Human pose images with coordinates =>
··········

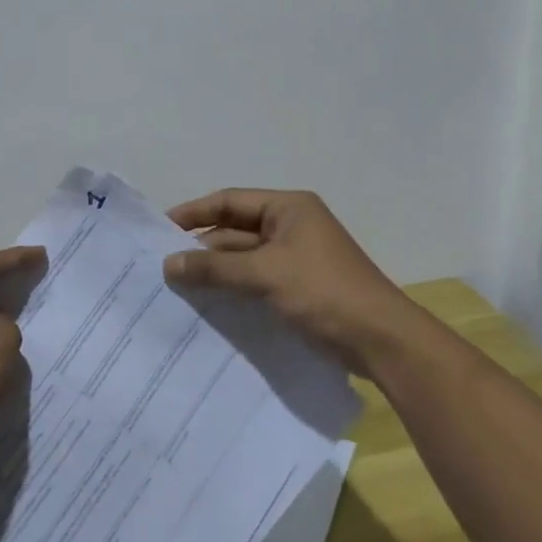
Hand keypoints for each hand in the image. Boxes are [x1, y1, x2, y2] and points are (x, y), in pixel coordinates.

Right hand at [162, 188, 433, 379]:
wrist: (381, 340)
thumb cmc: (324, 292)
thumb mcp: (265, 275)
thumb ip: (215, 268)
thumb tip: (168, 264)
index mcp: (288, 208)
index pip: (230, 201)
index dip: (194, 212)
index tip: (160, 230)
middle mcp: (291, 225)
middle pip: (235, 229)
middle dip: (202, 247)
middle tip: (162, 266)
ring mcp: (296, 257)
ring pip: (244, 257)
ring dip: (216, 270)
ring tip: (177, 287)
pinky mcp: (299, 286)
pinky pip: (256, 279)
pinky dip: (233, 287)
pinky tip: (208, 304)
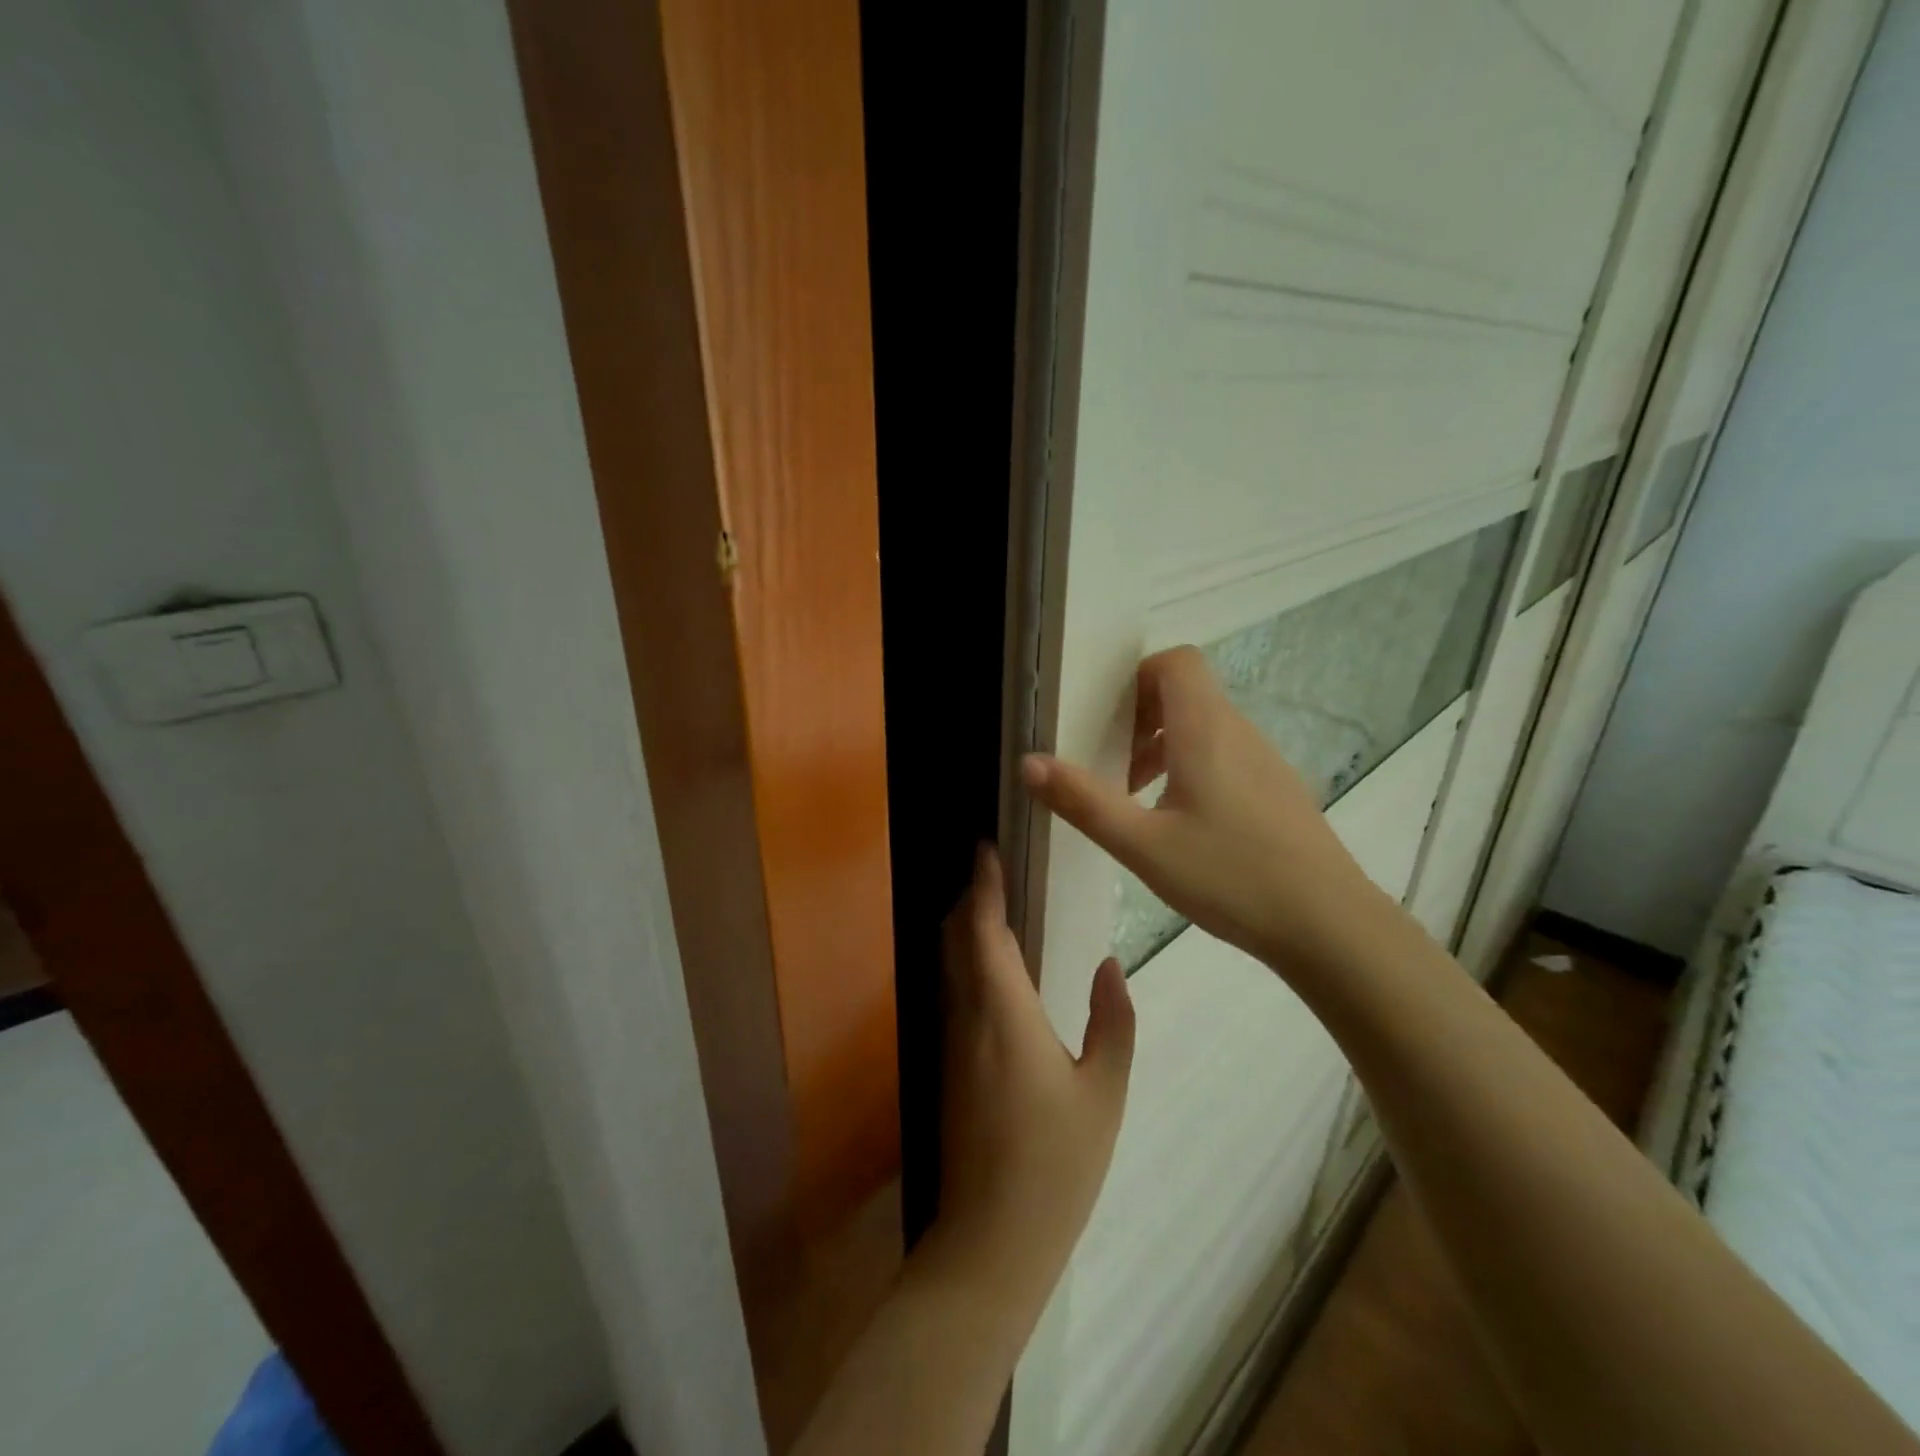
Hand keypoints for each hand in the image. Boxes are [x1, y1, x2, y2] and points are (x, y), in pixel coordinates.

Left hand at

··········

Problem => Each entry above must be repeated word for word, minus its images.

Answer area =>
Hand keypoints for each hand in the image. Boxes are [x1, y1, x2, y2] and points are (x, y), in pixel coordinates.

Right hand at [162, 188, 433, 379]:
wrist: (381, 340)
thumb cmc: (324, 292)
thumb mcp: (265, 275)
thumb ip: (215, 268)
thumb tip: (168, 264)
index mcp: (288, 208)
index pip: (230, 201)
index dip: (194, 212)
index tip: (160, 230)
middle mcp: (291, 225)
middle pip: (235, 229)
middle dip: (202, 247)
middle tip: (162, 266)
ring mcp: (296, 257)
ring pip: (244, 257)
ring dip: (216, 270)
ring tip: (177, 287)
pinky mcp: (299, 286)
pinky pip: (256, 279)
pinky dip: (233, 287)
pinky tip: (208, 304)
Hand keypoints for each hand in the image. Boxes are [x1, y1, x2, y2] and points are (x, y), in pixel coordinates.

Left hand at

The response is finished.